Art, Science, and Notebooks as Paper Machines, 1700-1830

A beautifully illustrated argument that reveals notebooks as extraordinary paper machines that transformed knowledge on the page and in the mind.

We often think of reason as a fixed entity, as a definitive body of facts that do not change over time. But during the Enlightenment, reason also was seen as a process, as a set of skills enacted on a daily basis. How, why, and where were these skills learned? Concentrating on Scottish students living during the long eighteenth century, this book argues that notebooks were paper machines and that notekeeping was a capability-building exercise that enabled young notekeepers to mobilize everyday handwritten and printed forms of material and visual media in a way that empowered them to judge and enact the enlightened principles they encountered in the classroom. Covering a rich selection of material ranging from simple scribbles to intricate watercolor diagrams, the book reinterprets John Locke’s comparison of the mind to a blank piece of paper, the tabula rasa. Although one of the most recognizable metaphors of the British Enlightenment, scholars seldom consider why it was so successful for those who used it. Each chapter uses one core notekeeping skill to reveal the fascinating world of material culture that enabled students in the arts, sciences, and humanities to transform the tabula rasa metaphor into a dynamic cognitive model. Starting in the home, moving to schools, and ending with universities, the book reconstructs the relationship between media and the mind from the bottom up. It reveals that the cognitive skills required to make and use notebooks were not simply aids to reason; rather, they were part of reason itself.

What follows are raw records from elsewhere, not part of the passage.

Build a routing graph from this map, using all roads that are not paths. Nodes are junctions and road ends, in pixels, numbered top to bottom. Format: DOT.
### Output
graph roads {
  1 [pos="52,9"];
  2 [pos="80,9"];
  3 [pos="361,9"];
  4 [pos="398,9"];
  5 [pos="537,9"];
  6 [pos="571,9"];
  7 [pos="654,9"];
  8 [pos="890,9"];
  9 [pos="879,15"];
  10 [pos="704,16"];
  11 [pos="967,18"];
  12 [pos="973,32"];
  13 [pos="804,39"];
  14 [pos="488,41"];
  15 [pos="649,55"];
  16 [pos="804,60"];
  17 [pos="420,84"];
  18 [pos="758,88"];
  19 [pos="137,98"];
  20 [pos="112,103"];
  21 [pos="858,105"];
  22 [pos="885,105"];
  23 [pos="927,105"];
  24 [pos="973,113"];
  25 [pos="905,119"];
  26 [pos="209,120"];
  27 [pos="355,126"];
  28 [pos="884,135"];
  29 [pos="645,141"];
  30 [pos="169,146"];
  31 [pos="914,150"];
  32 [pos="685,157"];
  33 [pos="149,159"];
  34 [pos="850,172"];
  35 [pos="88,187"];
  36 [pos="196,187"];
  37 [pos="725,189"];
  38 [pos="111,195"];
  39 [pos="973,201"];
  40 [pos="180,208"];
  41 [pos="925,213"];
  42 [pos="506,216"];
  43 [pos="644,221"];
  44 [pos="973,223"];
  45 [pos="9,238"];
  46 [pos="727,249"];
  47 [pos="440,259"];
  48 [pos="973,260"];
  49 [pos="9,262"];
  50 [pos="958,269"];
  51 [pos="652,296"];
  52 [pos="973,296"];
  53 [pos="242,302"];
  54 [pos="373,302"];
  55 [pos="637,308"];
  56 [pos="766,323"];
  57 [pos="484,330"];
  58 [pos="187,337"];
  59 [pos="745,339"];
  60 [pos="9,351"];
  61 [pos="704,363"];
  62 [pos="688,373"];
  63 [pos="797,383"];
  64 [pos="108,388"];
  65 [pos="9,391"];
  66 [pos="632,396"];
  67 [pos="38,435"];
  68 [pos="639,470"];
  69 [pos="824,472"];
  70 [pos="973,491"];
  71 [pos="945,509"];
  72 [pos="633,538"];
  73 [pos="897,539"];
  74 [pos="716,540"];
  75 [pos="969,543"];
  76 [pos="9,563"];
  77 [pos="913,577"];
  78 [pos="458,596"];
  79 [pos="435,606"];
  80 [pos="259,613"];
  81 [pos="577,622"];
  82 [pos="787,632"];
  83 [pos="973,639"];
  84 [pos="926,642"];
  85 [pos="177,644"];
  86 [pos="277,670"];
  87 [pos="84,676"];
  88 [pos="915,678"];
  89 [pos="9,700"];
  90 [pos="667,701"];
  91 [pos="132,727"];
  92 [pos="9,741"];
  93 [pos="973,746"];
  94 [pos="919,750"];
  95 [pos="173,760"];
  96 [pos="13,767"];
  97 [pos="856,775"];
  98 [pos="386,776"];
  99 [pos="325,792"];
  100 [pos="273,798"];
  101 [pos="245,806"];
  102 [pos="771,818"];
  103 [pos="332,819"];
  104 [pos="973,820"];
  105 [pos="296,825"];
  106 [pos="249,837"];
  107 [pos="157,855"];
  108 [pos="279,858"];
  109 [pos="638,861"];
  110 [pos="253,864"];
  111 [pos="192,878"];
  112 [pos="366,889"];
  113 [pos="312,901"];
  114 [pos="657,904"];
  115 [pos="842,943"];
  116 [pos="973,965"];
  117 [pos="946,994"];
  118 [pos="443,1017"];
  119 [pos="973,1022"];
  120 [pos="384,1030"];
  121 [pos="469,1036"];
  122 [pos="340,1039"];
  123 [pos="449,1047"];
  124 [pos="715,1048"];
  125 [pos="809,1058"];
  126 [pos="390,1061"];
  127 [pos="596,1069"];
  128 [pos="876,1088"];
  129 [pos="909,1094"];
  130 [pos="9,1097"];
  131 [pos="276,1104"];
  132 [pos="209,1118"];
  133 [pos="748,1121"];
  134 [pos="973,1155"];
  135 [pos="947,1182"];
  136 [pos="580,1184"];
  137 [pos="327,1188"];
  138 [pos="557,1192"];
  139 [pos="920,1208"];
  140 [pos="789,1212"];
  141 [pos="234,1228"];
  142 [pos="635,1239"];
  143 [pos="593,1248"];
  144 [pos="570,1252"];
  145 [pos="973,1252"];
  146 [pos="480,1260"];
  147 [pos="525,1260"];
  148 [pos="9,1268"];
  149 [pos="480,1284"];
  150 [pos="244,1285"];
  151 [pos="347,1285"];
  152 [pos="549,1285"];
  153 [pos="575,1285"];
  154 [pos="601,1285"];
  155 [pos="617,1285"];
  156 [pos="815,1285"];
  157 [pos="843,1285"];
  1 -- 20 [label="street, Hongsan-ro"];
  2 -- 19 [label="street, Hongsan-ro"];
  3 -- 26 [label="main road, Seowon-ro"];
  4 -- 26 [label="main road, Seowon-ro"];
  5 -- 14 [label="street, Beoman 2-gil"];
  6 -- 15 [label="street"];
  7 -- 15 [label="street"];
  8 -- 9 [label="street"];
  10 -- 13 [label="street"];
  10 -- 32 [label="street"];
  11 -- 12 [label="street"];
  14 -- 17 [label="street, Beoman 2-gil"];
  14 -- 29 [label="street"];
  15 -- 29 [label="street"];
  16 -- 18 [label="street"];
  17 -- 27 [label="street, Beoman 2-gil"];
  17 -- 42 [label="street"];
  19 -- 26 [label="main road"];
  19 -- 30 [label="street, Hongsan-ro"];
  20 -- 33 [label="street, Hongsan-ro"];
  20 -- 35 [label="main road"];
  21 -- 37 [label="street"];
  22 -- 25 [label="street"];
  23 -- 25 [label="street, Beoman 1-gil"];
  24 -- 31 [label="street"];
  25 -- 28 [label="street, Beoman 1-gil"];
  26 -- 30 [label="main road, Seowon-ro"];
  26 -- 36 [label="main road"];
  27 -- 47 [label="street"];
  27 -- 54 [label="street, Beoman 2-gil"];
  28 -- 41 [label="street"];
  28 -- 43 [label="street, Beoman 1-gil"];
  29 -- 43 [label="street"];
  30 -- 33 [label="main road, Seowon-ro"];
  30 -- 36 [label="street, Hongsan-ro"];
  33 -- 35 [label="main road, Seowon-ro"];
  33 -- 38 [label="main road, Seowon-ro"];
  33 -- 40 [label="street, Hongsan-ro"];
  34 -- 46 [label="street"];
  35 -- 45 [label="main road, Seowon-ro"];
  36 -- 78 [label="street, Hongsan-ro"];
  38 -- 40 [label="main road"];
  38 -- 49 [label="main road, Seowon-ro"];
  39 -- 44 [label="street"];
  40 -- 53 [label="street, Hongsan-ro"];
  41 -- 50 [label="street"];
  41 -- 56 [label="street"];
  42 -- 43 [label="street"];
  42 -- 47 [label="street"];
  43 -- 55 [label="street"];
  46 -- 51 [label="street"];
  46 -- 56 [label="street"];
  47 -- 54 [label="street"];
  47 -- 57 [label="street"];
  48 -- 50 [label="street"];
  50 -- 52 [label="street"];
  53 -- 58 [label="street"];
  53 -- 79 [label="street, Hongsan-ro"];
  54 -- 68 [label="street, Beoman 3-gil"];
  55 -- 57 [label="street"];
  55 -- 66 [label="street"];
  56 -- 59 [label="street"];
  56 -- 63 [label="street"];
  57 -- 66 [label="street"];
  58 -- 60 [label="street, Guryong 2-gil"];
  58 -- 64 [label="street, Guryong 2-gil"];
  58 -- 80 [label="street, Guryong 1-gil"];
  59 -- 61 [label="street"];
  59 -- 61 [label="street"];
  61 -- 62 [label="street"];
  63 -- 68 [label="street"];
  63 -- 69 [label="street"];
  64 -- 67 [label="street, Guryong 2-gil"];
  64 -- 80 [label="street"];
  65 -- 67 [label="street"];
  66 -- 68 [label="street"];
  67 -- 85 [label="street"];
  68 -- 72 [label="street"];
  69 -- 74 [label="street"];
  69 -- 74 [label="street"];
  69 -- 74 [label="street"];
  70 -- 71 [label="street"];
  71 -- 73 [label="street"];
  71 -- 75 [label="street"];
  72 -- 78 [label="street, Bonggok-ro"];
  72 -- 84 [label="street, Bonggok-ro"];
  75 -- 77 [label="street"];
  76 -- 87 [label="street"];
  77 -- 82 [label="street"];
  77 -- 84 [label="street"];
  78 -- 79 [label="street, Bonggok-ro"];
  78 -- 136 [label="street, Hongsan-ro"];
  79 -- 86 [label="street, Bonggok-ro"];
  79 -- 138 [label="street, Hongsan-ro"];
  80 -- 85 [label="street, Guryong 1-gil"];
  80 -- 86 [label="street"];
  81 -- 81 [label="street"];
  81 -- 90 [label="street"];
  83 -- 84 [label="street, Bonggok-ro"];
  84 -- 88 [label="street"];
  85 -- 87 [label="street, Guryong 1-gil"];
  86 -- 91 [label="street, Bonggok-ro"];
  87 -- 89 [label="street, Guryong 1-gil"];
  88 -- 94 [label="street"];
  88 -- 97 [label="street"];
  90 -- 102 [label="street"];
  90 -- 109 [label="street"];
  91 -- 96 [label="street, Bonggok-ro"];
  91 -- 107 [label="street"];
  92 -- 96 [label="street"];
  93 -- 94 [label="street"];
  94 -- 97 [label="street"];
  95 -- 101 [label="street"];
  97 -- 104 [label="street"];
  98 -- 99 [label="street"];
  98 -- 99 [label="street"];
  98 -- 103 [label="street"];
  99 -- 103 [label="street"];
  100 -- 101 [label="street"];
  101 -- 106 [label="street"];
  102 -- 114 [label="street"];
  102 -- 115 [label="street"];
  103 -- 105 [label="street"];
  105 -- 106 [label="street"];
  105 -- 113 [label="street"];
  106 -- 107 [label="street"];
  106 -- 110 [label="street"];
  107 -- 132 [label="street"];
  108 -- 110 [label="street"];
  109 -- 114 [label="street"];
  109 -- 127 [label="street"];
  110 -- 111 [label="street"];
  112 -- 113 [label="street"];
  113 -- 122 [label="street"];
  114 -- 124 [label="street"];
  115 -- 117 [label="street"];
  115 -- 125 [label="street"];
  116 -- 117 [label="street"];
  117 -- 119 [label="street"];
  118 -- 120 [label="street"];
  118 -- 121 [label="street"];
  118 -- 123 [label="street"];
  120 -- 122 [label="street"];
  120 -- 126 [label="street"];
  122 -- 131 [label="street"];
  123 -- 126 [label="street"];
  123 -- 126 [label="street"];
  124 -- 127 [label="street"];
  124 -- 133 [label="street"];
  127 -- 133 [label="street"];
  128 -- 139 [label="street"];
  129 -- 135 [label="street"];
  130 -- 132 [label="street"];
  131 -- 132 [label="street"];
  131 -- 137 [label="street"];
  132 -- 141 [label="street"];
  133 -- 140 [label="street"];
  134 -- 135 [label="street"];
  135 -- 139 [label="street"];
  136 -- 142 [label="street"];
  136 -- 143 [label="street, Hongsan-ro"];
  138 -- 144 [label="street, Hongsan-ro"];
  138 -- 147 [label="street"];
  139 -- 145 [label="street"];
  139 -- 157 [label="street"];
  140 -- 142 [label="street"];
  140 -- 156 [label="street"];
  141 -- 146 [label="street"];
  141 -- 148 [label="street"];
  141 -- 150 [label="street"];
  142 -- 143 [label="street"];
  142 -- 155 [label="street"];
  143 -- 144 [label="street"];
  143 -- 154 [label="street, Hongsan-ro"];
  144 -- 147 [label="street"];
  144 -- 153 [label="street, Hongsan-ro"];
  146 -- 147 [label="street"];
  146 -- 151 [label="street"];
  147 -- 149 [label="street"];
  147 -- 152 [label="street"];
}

512 pages | 137 halftones, 2 tables | 6 x 9 | © 2022

History: British and Irish History, History of Technology

History of Science

Media Studies

Reviews

“Roughly fifteen pages into taking notes on Eddy’s extraordinary Media and the Mind, I realized that the very practice this book unveils was in effect at my fingertips and right before my eyes. I was doing what Eddy describes almost by habit. My notes, his book, and this review, are best described as ‘paper machines.’ I say best described because what’s so fascinating about the work done in Eddy’s text renders explicit and visible, maybe for the first time, what goes missing when we read written works and create them. What’s missing is ‘work,’ which is defined here as an active and generative process, rather than a text in some static sense. . . . There is lots to learn and even more to enjoy in Media and the Mind.”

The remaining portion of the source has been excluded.